Congratulations, Alexa for being elected to Phi Beta Kappa, the oldest and most respected honor society in America!
UCLA’s review is based on:
✅academic program rigor
✅challenging upper-division courses outside of major
✅demonstrated at least an intermediate competence level in a second language beyond your native language.
Phi Beta Kappa’s first chapter was founded in 1776 at the College of William and Mary in Williamsburg, Virginia. The second chapter was started in 1780 at Yale, and the third at Harvard in 1781. Since that time, Phi Beta Kappa chapters have been organized at the leading U.S. universities. Only about 10 percent of all colleges and universities have been chosen to award Phi Beta Kappa.

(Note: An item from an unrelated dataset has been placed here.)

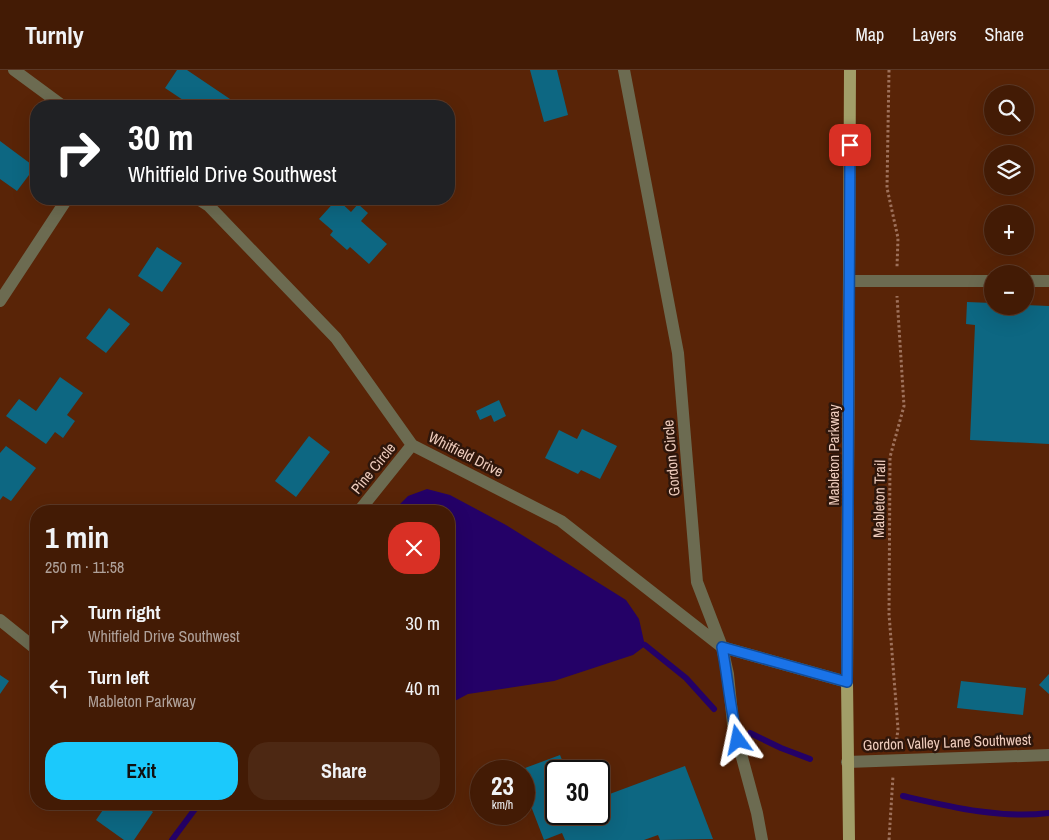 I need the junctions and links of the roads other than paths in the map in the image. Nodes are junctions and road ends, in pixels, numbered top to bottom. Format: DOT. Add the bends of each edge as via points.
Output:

🏆Phi Beta Kappa members have led the way in virtually every calling of American life. PBKs include Jeff Bezos, founder of Amazon.com (Princeton 1986); Glenn Close, actor (William and Mary 1974); Kerry Washington, actor and activist (George Washington 1998); Sheryl Sandberg, COO of Facebook (Harvard 1992); Peyton Manning, NFL quarterback (Tennessee 1997); Viet Thanh Nguyen, professor and novelist (UC Berkeley 1992); and Amanda Gorman, poet (Harvard 2020).
🏆Seventeen U.S. presidents have been members, including George H.W. Bush and Bill Clinton.
🏆Forty-two U.S. Supreme Court justices have been members, starting with John Marshall, the first Chief Justice of the United States. Additional Supreme Court Justices who are members of Phi Beta Kappa include Chief Justice John Roberts and Justices Samuel Alito, Stephen Breyer, Neil Gorsuch, Elena Kagan, Sonia Sotomayor, Amy Coney Barrett, and the late Ruth Bader Ginsburg.
🏆Phi Beta Kappa also includes nearly 150 Nobel laureates. Here are a few of them: Carol W. Greider, Johns Hopkins (Medicine 2009); poet Seamus Heaney, Harvard (Literature 1995); John F. Nash, Jr., Princeton (Economics 1994); Glen T. Seaborg, UCLA (Chemistry 1951); Ralph Bunche, UCLA (Peace 1950); Donald J. Cram, UCLA (Chemistry 1987); Andrea M. Ghez, UCLA (Physics 2020); Guido Imbens, Stanford [and UCLA, 1997-2001] (Economics 2021), and UCLA alumnus Ardem Patapoutian, Scripps Research Institute (Physiology or Medicine 2021).